— Data excerpt —

BEGIN

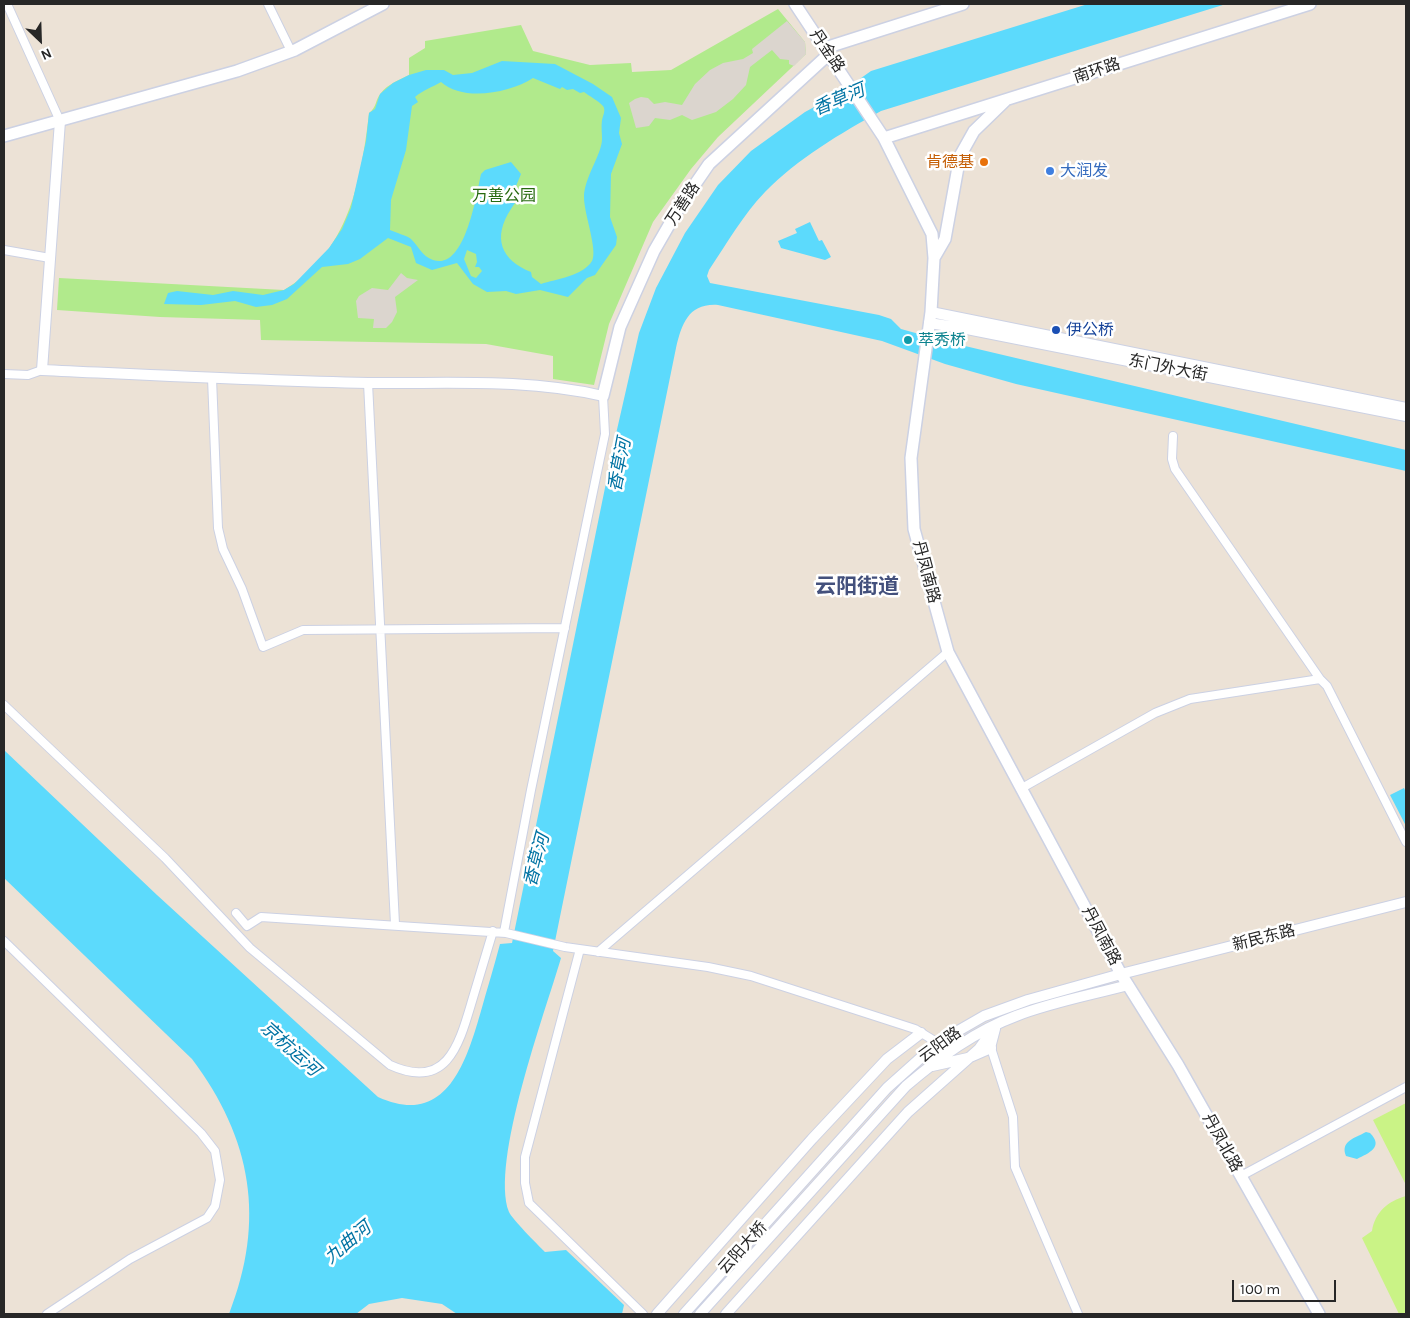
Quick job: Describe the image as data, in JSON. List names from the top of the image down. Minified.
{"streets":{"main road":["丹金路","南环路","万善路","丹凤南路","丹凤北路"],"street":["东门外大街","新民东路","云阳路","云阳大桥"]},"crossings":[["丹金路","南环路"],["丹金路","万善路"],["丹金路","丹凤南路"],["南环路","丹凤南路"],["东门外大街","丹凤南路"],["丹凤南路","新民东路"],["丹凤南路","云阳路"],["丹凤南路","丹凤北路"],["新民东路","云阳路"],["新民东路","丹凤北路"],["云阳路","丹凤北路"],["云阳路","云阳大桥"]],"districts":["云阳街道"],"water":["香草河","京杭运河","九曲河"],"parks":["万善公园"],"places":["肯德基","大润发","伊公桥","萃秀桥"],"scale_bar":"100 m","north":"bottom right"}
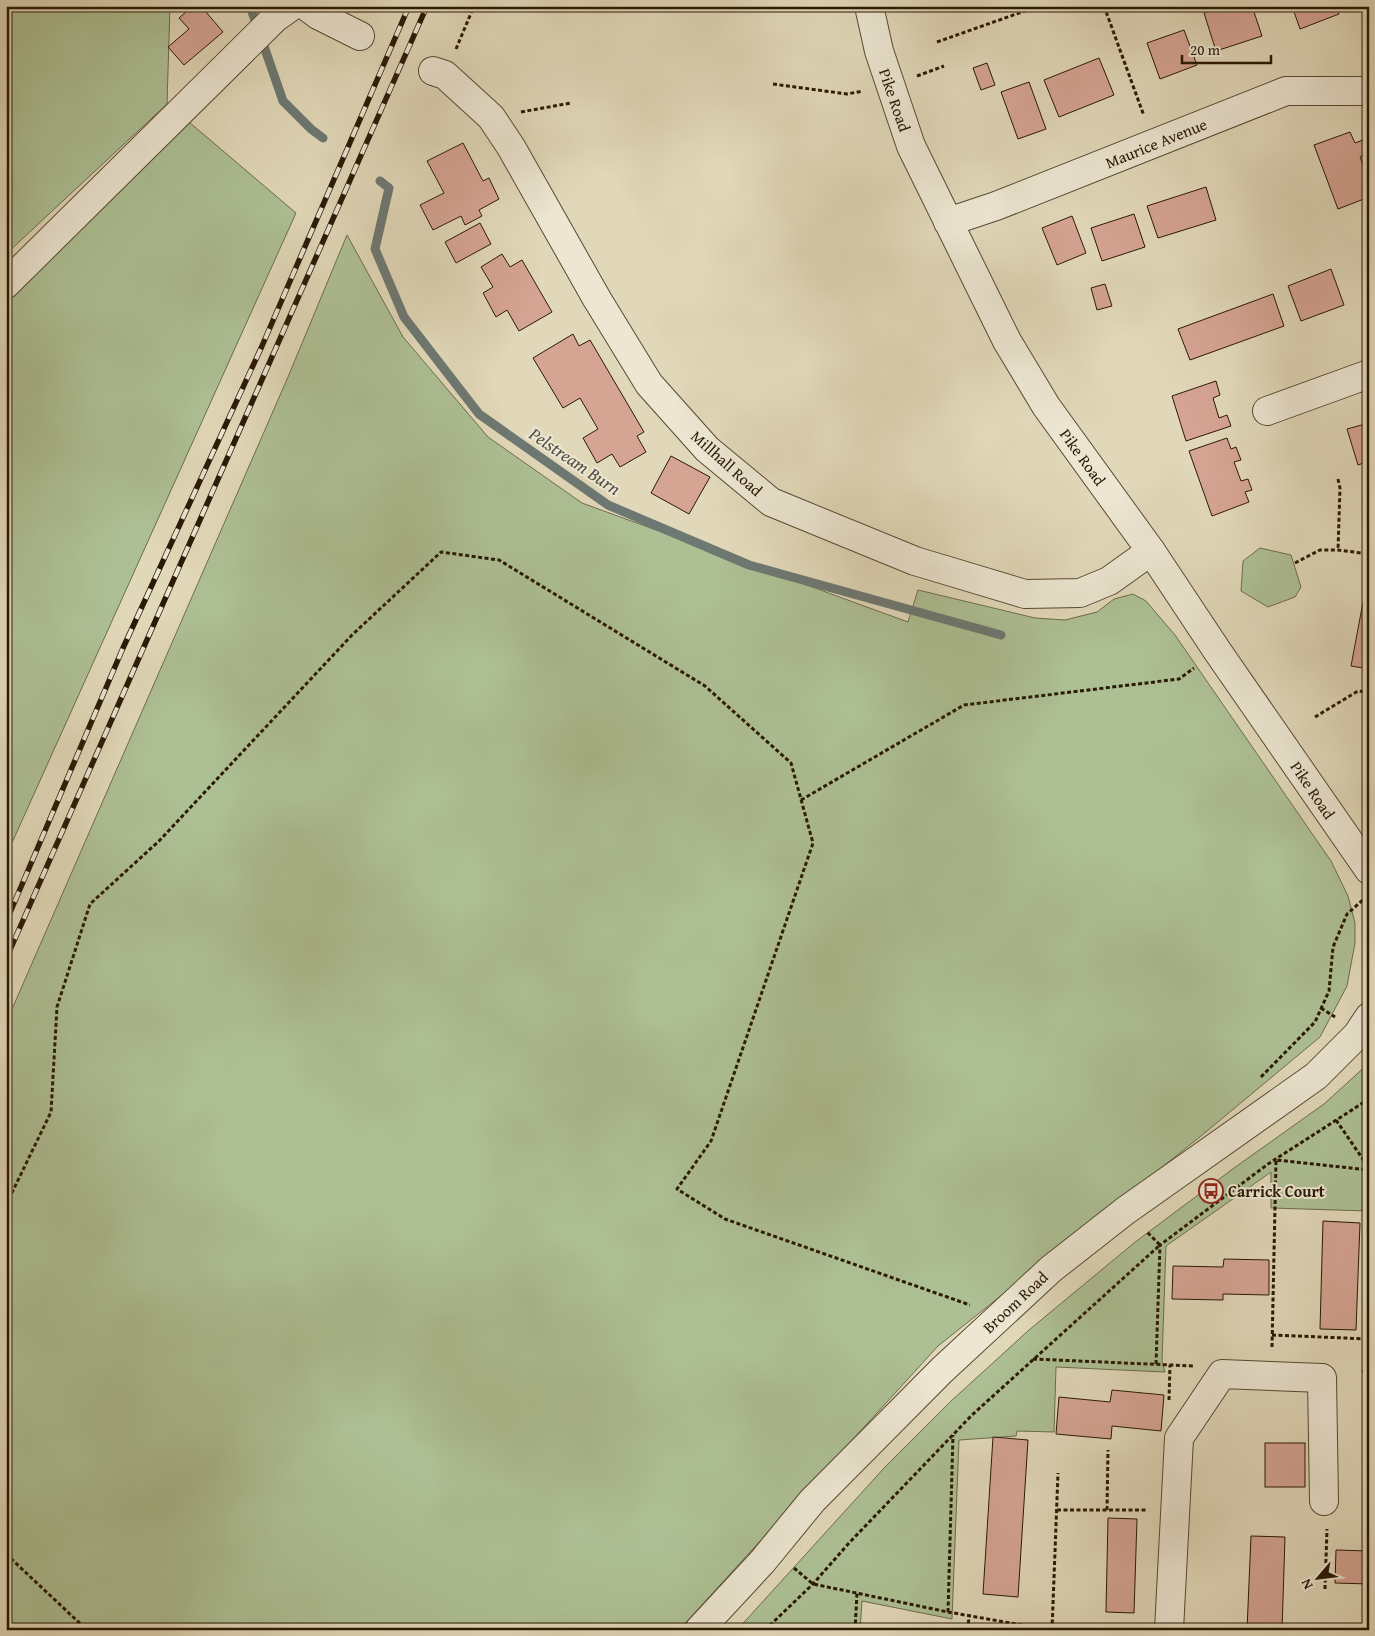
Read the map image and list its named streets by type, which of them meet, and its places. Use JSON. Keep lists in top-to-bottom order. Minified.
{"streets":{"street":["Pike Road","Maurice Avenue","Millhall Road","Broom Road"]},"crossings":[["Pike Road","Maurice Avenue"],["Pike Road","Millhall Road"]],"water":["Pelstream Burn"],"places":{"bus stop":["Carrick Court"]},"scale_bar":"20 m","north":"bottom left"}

END

— Prompt —
Reproduce only the lines from the line containing "Read the map" to the last line of the material above, both of those lines included.

— Solution to the exercise —
Read the map image and list its named streets by type, which of them meet, and its places. Use JSON. Keep lists in top-to-bottom order. Minified.
{"streets":{"street":["Pike Road","Maurice Avenue","Millhall Road","Broom Road"]},"crossings":[["Pike Road","Maurice Avenue"],["Pike Road","Millhall Road"]],"water":["Pelstream Burn"],"places":{"bus stop":["Carrick Court"]},"scale_bar":"20 m","north":"bottom left"}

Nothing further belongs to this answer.